Example 1: T, an executive of publicly traded Z Corp., was granted 500,000 ESOs on June 1, 1997. The options grant T the right to purchase 500,000 shares of Z for $10 per share at any time from June 1, 1998 until June 1, 2007. The options are not generally transferable, but may be transferred to an immediate family member or to a trust for his benefit. The option contract further provides that, if T's employment with g terminates within the first year after the options are granted for any reason other than death or disability, the options will be forfeited. At the date the options were granted, the FMV of Z's stock was $10 per share. One year later, T's rights to the options became fully vested; on that date, Z shares were worth $12 each.

If T remains with Z and holds his options until their June 1, 2007 expiration date, when Z stock has risen to $40 per share, the options would be worth $15,000,000 (($40 - $10) X 500,000); T would certainly exercise them. If T is in the 39.6% Federal income tax bracket at that time, he will pay $5,940,000 in Federal income tax; his wealth will increase by a net amount of $9,060,000.

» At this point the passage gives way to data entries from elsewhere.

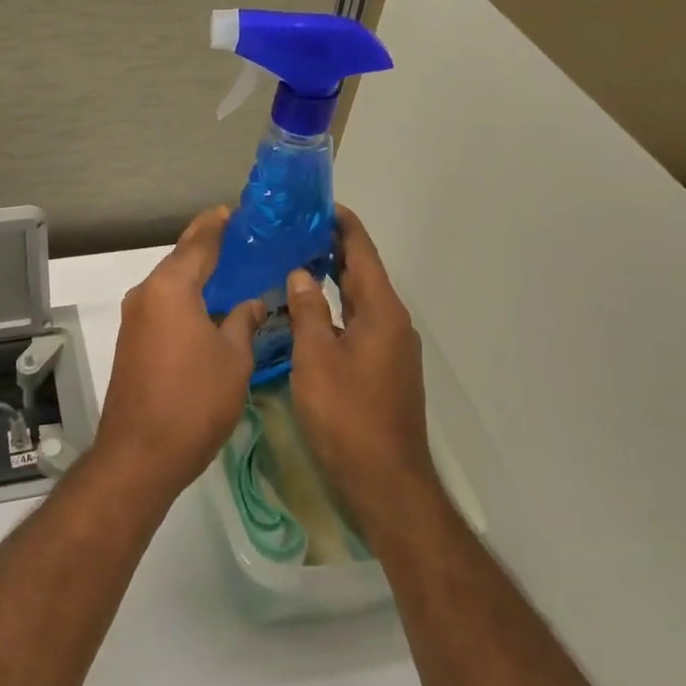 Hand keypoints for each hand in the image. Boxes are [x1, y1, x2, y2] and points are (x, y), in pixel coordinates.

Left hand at [94, 206, 267, 500]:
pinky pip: (162, 305)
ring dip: (197, 275)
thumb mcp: (233, 359)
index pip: (198, 242)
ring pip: (170, 283)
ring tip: (233, 270)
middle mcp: (146, 294)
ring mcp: (134, 318)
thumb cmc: (194, 401)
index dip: (219, 224)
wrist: (140, 453)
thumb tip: (251, 303)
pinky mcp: (131, 340)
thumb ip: (243, 322)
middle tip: (244, 239)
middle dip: (209, 247)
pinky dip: (185, 297)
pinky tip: (209, 306)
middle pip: (180, 259)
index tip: (239, 211)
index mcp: (170, 288)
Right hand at [285, 206, 437, 535]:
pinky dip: (334, 307)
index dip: (342, 224)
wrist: (386, 481)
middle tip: (294, 229)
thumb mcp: (316, 359)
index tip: (316, 204)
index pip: (362, 252)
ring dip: (332, 278)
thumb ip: (308, 310)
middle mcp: (392, 322)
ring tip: (295, 261)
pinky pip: (357, 323)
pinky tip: (307, 312)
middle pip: (362, 272)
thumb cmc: (347, 415)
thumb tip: (301, 273)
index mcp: (381, 311)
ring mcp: (390, 347)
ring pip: (359, 299)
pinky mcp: (382, 368)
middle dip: (332, 247) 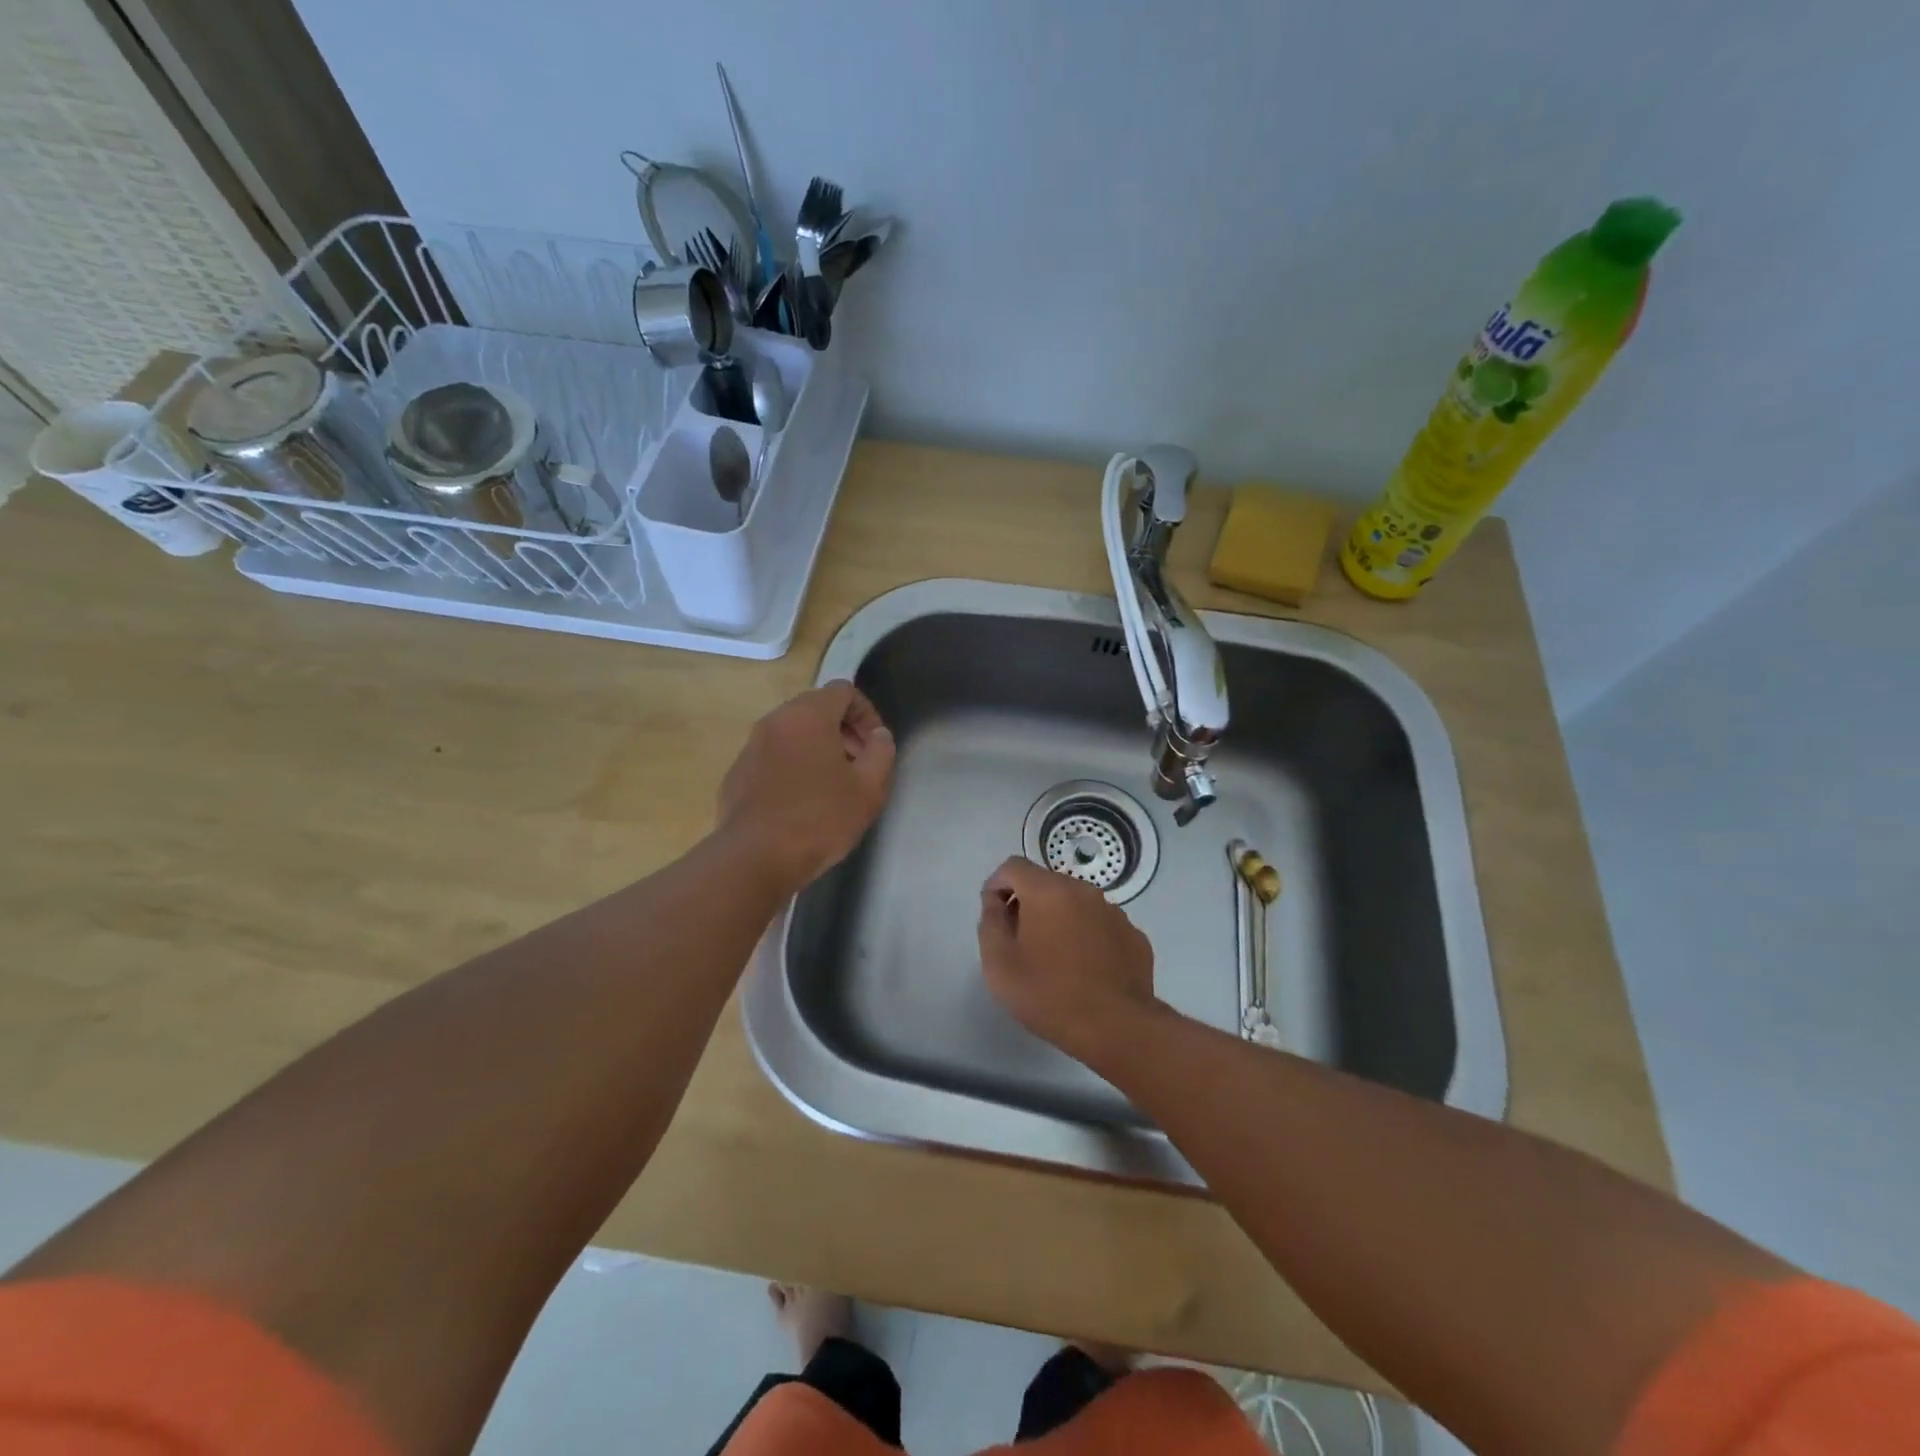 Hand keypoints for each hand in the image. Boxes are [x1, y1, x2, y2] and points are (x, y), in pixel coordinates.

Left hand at [717, 681, 894, 889]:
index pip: (843, 691)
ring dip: (817, 748)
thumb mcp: (869, 789)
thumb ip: (881, 752)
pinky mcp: (737, 774)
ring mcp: (751, 747)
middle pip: (816, 709)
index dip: (867, 714)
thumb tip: (878, 736)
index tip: (875, 747)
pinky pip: (772, 757)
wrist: (754, 859)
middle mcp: (775, 721)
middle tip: (858, 765)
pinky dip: (792, 766)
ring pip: (792, 733)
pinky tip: (801, 803)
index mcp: (808, 715)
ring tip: (832, 785)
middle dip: (843, 730)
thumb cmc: (820, 819)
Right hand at [977, 856, 1158, 1061]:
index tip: (993, 916)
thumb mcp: (999, 964)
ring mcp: (1115, 912)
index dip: (996, 886)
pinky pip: (1100, 926)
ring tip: (1053, 959)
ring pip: (1076, 904)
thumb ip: (990, 923)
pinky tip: (1084, 970)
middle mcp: (1084, 891)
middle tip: (1019, 942)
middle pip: (1046, 883)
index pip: (1013, 867)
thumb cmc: (1049, 994)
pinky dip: (1086, 937)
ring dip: (1058, 920)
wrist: (1118, 1028)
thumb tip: (996, 903)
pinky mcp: (1134, 936)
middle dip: (1027, 904)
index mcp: (1048, 891)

However, if T transferred his options to his daughter, G, on the grant date, the intrinsic value of the options would have been zero, because the stock's FMV would have equaled the ESO's exercise price. Based on then-existing IRS guidance, the intrinsic value would have been the value used for gift tax purposes; thus, no gift tax would have been due. If the options are exercised in 2007, G will pay the $5,000,000 ($10 x 500,000) exercise price and receive $20,000,000 of stock ($40 x 500,000). The $15,000,000 of income from the exercise of tile options would still be included in T's gross income,(5) so he would still be liable for the $5,940,000 income tax. However, as a result of the 1997 gift, $15,000,000 of wealth will have been transferred from T to G tax-free.

The IRS's Response

Due to the clear advantages, many taxpayers have used gifts of ESOs as a leveraged wealth transfer technique. In response, the IRS has issued two pronouncements that will reduce taxpayers' ability to use ESOs to make wealth transfers without incurring transfer tax. The Service's two-pronged approach attacks when the gift of ESOs is deemed to have occurred and how the value is computed.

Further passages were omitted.